News that consulting giant Deloitte has opted to site its new Islamic Finance Knowledge Centre (IFKC) in Bahrain reflects the Kingdom’s track record as the most established financial centre in the Gulf and a global hub for Islamic Finance, according to Kamal Ahmed, Chief Operating Officer of the Bahrain Economic Development Board (EDB).
“As the first country in the region to establish a finance industry over 40 years ago and a pioneer of Islamic finance, Bahrain is the ideal location for Deloitte to base its new Islamic Finance Knowledge Centre. We are delighted that Deloitte is among the growing number of global companies that are recognising the Kingdom as the location of choice from which to access the trillion dollarGulf market and the wider Middle East.”
Deloitte, which has been in Bahrain since 1955, has identified the Middle East as a priority market that represents superior growth opportunities for its own business and its clients alike. The company reports impressive revenue growth in the region of more than 25 percent annually for the past three consecutive years. The IFKC will help the firm’s clients tap into the growing opportunities and potential of the Islamic Finance sector, which is predicted to maintain growth that, over the past five years, has averaged 15-20 percent. IFKC experts will support the firm’s Middle East based audit, tax, consulting, risk and financial advisory professionals.
Commenting on the announcement last week, Dr Hatim Tahir, a director in the IFKC, said: “As a key financial services hub in the region, Bahrain is a natural base from which to launch Deloitte’s IFKC.”

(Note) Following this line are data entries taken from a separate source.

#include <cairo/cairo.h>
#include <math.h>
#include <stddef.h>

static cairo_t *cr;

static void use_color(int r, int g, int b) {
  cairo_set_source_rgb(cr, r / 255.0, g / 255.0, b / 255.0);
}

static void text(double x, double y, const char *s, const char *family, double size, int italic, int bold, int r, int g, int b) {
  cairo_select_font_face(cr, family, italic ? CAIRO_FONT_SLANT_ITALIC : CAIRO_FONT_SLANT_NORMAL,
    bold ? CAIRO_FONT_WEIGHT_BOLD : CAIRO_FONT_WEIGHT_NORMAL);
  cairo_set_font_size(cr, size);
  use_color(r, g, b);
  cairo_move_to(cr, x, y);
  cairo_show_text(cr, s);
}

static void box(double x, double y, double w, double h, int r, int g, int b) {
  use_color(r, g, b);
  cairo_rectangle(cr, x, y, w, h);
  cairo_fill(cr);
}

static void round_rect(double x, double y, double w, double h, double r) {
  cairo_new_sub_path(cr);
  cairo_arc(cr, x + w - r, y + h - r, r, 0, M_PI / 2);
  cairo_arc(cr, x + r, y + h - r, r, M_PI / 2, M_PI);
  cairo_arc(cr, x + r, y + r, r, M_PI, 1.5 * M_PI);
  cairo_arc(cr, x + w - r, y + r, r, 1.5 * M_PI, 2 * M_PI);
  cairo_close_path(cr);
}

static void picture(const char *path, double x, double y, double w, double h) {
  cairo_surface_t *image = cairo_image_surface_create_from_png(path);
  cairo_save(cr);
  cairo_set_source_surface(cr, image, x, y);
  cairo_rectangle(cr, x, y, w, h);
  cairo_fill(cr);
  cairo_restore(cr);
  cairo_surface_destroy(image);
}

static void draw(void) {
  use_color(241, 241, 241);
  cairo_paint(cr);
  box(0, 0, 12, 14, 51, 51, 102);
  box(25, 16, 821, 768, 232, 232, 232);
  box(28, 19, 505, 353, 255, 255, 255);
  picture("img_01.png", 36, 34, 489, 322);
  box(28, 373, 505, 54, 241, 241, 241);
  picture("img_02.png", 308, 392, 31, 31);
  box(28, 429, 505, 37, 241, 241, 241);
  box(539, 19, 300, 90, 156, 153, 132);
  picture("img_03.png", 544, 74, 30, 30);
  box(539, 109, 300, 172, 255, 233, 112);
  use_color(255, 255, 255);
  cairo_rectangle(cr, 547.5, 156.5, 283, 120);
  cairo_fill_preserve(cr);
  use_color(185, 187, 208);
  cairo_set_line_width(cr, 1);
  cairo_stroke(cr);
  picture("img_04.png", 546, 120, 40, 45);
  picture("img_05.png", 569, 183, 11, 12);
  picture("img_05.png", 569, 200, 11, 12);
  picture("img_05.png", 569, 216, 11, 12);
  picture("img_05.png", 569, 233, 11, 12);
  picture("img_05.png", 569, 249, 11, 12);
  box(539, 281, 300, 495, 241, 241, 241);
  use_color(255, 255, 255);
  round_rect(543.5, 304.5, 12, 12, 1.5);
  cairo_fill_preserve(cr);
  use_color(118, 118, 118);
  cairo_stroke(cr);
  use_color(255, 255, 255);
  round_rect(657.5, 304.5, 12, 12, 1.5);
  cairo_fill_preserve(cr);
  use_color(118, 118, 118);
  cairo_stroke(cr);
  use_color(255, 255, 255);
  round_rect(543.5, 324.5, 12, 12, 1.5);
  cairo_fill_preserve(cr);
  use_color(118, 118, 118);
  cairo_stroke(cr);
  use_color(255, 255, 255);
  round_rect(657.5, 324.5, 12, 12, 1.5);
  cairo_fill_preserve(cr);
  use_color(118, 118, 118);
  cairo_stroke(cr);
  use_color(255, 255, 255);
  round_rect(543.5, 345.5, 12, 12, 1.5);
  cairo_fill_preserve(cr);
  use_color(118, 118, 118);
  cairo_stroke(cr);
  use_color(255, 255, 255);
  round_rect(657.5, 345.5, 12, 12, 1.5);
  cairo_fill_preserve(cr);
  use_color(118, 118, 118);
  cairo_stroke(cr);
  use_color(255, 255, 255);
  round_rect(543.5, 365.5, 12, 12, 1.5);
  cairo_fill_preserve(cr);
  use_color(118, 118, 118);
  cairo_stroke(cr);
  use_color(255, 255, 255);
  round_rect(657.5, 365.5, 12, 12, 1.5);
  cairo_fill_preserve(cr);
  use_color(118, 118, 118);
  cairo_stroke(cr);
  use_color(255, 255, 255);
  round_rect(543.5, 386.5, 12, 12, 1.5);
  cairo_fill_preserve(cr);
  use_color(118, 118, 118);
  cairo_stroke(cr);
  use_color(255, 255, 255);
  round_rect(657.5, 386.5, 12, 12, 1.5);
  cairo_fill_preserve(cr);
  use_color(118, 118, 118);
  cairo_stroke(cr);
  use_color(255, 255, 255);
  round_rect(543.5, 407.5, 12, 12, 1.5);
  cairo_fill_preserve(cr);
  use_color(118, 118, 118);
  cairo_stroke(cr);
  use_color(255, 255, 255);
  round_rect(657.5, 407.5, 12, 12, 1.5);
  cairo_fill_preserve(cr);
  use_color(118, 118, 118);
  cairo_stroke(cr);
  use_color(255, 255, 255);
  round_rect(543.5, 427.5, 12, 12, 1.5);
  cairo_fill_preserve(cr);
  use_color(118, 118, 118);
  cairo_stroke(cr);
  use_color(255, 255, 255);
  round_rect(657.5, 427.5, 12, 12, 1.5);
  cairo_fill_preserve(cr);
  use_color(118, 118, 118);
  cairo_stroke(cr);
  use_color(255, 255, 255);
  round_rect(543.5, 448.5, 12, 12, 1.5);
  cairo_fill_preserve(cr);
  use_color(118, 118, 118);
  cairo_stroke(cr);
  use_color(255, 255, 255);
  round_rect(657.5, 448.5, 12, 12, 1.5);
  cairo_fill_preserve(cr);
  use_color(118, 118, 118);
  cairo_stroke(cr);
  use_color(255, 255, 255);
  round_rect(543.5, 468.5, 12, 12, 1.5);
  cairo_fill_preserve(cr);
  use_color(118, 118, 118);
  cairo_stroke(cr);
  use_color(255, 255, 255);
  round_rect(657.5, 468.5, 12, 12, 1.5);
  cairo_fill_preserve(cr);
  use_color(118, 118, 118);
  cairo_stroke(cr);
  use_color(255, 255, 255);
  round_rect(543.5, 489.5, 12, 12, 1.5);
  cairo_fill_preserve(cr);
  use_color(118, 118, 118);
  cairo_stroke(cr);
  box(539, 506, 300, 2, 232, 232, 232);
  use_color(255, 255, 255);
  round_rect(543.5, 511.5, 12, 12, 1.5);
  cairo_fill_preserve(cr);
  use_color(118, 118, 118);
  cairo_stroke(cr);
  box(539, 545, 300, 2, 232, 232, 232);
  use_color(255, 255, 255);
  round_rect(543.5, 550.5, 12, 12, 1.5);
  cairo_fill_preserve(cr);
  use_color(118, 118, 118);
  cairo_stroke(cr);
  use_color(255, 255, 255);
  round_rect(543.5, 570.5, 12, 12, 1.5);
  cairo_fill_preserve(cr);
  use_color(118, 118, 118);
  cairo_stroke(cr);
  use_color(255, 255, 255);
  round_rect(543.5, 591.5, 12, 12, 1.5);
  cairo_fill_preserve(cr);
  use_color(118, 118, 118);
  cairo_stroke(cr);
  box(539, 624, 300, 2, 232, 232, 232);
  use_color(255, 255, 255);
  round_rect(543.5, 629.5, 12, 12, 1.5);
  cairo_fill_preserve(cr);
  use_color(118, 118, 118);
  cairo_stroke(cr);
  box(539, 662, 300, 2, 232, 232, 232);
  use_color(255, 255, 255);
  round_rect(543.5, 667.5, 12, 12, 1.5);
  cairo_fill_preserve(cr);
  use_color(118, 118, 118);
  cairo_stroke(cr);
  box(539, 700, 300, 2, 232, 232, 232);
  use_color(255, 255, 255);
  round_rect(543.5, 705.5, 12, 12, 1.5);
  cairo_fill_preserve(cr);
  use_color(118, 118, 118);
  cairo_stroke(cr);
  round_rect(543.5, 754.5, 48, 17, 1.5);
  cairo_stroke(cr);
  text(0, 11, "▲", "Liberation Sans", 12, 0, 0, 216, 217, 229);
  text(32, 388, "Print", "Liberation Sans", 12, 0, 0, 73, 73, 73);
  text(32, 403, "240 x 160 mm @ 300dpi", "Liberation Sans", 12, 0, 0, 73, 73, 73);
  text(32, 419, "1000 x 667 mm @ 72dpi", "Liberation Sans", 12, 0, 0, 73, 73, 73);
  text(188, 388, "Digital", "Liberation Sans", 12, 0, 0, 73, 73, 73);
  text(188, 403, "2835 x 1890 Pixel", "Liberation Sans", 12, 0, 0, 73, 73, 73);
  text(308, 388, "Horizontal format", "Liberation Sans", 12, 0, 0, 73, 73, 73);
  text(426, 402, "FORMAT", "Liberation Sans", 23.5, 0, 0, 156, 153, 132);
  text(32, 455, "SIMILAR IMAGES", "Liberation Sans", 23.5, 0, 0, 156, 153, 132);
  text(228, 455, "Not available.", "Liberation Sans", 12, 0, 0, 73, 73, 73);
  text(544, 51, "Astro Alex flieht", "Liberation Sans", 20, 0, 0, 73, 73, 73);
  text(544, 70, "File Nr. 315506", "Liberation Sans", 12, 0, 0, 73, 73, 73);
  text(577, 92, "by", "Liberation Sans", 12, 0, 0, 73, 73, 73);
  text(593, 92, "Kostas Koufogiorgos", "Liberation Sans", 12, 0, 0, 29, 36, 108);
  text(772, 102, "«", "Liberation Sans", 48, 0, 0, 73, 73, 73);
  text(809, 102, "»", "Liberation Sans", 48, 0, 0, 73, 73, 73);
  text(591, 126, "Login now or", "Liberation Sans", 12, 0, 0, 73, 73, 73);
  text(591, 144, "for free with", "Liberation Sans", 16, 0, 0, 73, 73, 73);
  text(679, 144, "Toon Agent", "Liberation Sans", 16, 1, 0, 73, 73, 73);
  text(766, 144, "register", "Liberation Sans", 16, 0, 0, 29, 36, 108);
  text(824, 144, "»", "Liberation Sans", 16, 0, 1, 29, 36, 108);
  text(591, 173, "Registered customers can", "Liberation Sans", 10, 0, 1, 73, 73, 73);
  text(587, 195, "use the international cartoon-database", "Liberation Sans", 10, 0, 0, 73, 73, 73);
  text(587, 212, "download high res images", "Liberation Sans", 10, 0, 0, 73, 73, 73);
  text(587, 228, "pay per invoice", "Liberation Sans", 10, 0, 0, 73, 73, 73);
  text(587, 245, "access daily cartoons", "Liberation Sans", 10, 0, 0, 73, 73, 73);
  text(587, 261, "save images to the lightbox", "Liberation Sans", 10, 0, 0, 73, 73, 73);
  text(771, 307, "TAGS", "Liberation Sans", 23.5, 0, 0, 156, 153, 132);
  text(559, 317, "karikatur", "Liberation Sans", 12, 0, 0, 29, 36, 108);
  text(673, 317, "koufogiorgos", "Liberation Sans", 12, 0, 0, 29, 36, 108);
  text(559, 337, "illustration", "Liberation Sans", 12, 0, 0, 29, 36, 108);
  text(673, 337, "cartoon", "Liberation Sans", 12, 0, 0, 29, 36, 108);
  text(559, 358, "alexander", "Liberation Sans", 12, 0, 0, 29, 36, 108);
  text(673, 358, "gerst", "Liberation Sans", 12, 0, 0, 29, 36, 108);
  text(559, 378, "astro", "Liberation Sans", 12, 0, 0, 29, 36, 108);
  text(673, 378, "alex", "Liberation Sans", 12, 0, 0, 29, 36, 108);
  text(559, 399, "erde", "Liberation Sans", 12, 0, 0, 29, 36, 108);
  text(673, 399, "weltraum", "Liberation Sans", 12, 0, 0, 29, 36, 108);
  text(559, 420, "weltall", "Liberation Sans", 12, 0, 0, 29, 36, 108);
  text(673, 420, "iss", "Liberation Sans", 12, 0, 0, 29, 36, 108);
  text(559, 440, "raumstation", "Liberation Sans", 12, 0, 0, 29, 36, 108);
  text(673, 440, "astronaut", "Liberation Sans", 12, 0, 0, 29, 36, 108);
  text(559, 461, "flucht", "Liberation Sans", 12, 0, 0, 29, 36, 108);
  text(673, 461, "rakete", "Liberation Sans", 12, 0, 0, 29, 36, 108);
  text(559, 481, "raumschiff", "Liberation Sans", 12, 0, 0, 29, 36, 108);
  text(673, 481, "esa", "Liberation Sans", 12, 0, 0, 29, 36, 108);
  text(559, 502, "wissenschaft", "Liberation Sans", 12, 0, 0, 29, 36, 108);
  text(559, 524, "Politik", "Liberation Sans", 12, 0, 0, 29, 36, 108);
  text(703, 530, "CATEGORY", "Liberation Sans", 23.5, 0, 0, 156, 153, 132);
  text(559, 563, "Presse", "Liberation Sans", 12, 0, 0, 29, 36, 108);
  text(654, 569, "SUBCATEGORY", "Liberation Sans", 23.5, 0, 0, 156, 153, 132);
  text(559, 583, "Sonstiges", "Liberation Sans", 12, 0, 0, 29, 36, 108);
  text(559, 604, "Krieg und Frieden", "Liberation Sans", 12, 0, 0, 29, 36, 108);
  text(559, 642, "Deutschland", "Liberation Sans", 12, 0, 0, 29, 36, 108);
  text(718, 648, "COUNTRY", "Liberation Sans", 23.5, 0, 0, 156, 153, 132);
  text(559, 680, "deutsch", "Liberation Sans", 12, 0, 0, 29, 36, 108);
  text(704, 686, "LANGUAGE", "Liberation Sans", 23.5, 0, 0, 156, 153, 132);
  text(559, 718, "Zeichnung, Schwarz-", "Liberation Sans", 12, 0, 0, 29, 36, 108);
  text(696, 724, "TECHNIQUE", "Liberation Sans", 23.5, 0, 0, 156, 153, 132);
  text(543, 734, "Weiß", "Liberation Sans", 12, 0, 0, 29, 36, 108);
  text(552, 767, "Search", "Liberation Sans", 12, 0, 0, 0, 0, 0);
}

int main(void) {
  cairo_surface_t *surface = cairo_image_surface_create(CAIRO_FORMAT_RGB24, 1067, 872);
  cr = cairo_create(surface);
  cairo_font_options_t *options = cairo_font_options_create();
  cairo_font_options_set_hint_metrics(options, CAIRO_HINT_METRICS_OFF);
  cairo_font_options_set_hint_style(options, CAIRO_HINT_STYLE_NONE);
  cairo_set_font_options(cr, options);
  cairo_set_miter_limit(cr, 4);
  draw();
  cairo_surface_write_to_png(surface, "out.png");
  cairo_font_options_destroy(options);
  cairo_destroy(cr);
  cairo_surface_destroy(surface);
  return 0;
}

Omar Fahoum, chairman and chief executive of Deloitte in the Middle East, added: “Bahrain was chosen because it is a leading Islamic finance hub for the Middle East region since there is a growing number of Islamic banks and financial institutions.”
Omar Fahoum noted that global Islamic Finance assets are estimated by the International Monetary Fund (IMF) to exceed US$ 260 billion and expected to grow to US$ 1 trillion by 2016. Currently around 60 percent of those assets are shared by countries in the Middle East, while 80 percent of the top 50 Islamic banks worldwide are located in the region.
In the mid-1970s, Bahrain was the first to take Islamic banking seriously and to nurture the concepts, rules and common standards of Shari’a compliance. Bahrain now has, by far, the largest number of Islamic banking entities in the world; more than 30 countries have sought the Kingdom’s support to develop their own Shari’a compliant banking. The Central Bank of Bahrain (CBB) consults widely with practitioners in the field to ensure regulations make practical sense and applies these firmly without exception. To raise professional standards, the CBB continues to devise and run numerous courses and training programmes to develop the skills of Islamic banking.
Bahrain’s financial services sector – with over 400 licensed institutions – is the largest contributor to total GDP (27 percent). Bahrain also has strong professional services, logistics, ICT, and manufacturing sectors, which the Kingdom intends to grow as part of the country’s Vision 2030 and National Economic Strategy. The plans are designed to drive the private sector as an engine for growth, support further diversification of the economy and ultimately elevate national living standards by creating greater opportunities for Bahrainis.